Now you have a strong resource collection of the ATT&CK framework inside a single variable! Play around with the Python SDK and check out their Github repo for further material.

MITRE TAXII Server

We mentioned “STIX2” while discussing the Python API for MITRE ATT&CK and probably left you confused!
So what is STIX?

In layman's terms, it is a standardized way of sharing threat intelligence. Structured Threat Information eXpression, or STIX, was developed by MITRE and the OASIS Committee in a collaborative effort.

STIX is a way to share threat intelligence in a machine-readable form that allows programmatic use.

Standardized information needs standardized transportation. That’s where TAXII comes into play.

Trusted Automated eXchange of Intelligence Information

The Trusted Automated eXchange of Intelligence Information, or TAXII, defines how threat intelligence will be shared among different organizations and communities. It is made specifically to work with the STIX standard.

One thing to keep in mind when it comes to threat intelligence is that sharing is of the utmost importance. If one organization faces an attack and shares the intelligence collected during this attack with other organizations, it can benefit from it and take proactive measures rather than reactive ones.

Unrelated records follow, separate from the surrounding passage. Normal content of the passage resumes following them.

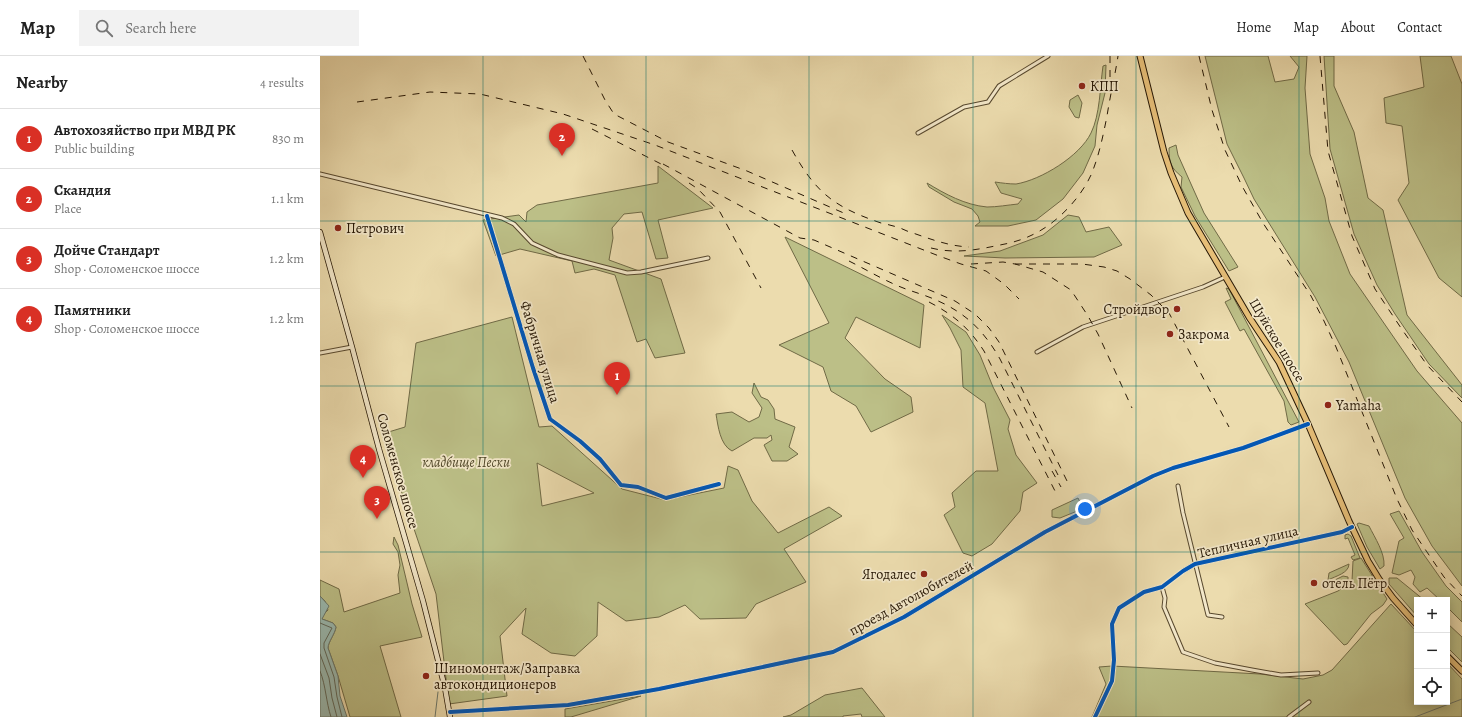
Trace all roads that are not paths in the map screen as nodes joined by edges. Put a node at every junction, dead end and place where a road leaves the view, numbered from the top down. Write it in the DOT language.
graph roads {
  1 [pos="1048,56"];
  2 [pos="1140,56"];
  3 [pos="918,133"];
  4 [pos="320,174"];
  5 [pos="487,216"];
  6 [pos="320,232"];
  7 [pos="708,258"];
  8 [pos="1225,276"];
  9 [pos="352,346"];
  10 [pos="1037,352"];
  11 [pos="320,353"];
  12 [pos="1308,424"];
  13 [pos="719,484"];
  14 [pos="1178,486"];
  15 [pos="1352,527"];
  16 [pos="1195,564"];
  17 [pos="1162,587"];
  18 [pos="1222,617"];
  19 [pos="1414,622"];
  20 [pos="1450,659"];
  21 [pos="1462,672"];
  22 [pos="1318,673"];
  23 [pos="1309,702"];
  24 [pos="450,715"];
  25 [pos="1095,717"];
  26 [pos="1289,717"];
  1 -- 3 [label="street"];
  2 -- 8 [label="main road, Шуйское шоссе"];
  4 -- 5 [label="street"];
  5 -- 7 [label="street"];
  5 -- 13 [label="street, Фабричная улица"];
  6 -- 9 [label="main road, Соломенское шоссе"];
  8 -- 10 [label="street"];
  8 -- 12 [label="main road, Шуйское шоссе"];
  9 -- 11 [label="street"];
  9 -- 24 [label="main road, Соломенское шоссе"];
  12 -- 15 [label="main road, Шуйское шоссе"];
  12 -- 24 [label="street, проезд Автолюбителей"];
  14 -- 16 [label="street"];
  15 -- 16 [label="street, Тепличная улица"];
  15 -- 19 [label="main road, Шуйское шоссе"];
  16 -- 17 [label="street, Тепличная улица"];
  16 -- 18 [label="street"];
  17 -- 22 [label="street"];
  17 -- 25 [label="street, Тепличная улица"];
  20 -- 21 [label="main road"];
  23 -- 26 [label="street"];
}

MITRE has its own TAXII server that can be leveraged to pull threat intelligence data from the ATT&CK database. It follows the TAXII 2.0 and STIX 2.0 specifications.

Covering the complete TAXII is beyond the scope of this article. However, this section was intended as an introduction to this interesting subsection of threat intelligence.

Concluding Remarks

The MITRE ATT&CK framework is an essential tool in any blue team’s arsenal, as it can result in a better defensive security posture. The MITRE organization is continuously making efforts to improve ATT&CK. Therefore, they recently showcased their new framework, D3FEND, which is focused on mitigation techniques.

ATT&CK and D3FEND encompass a large portion of the security industry and can prove crucial to your organization's security infrastructure.

We encourage you to get your hands dirty and play around with these frameworks, which will deepen your understanding further.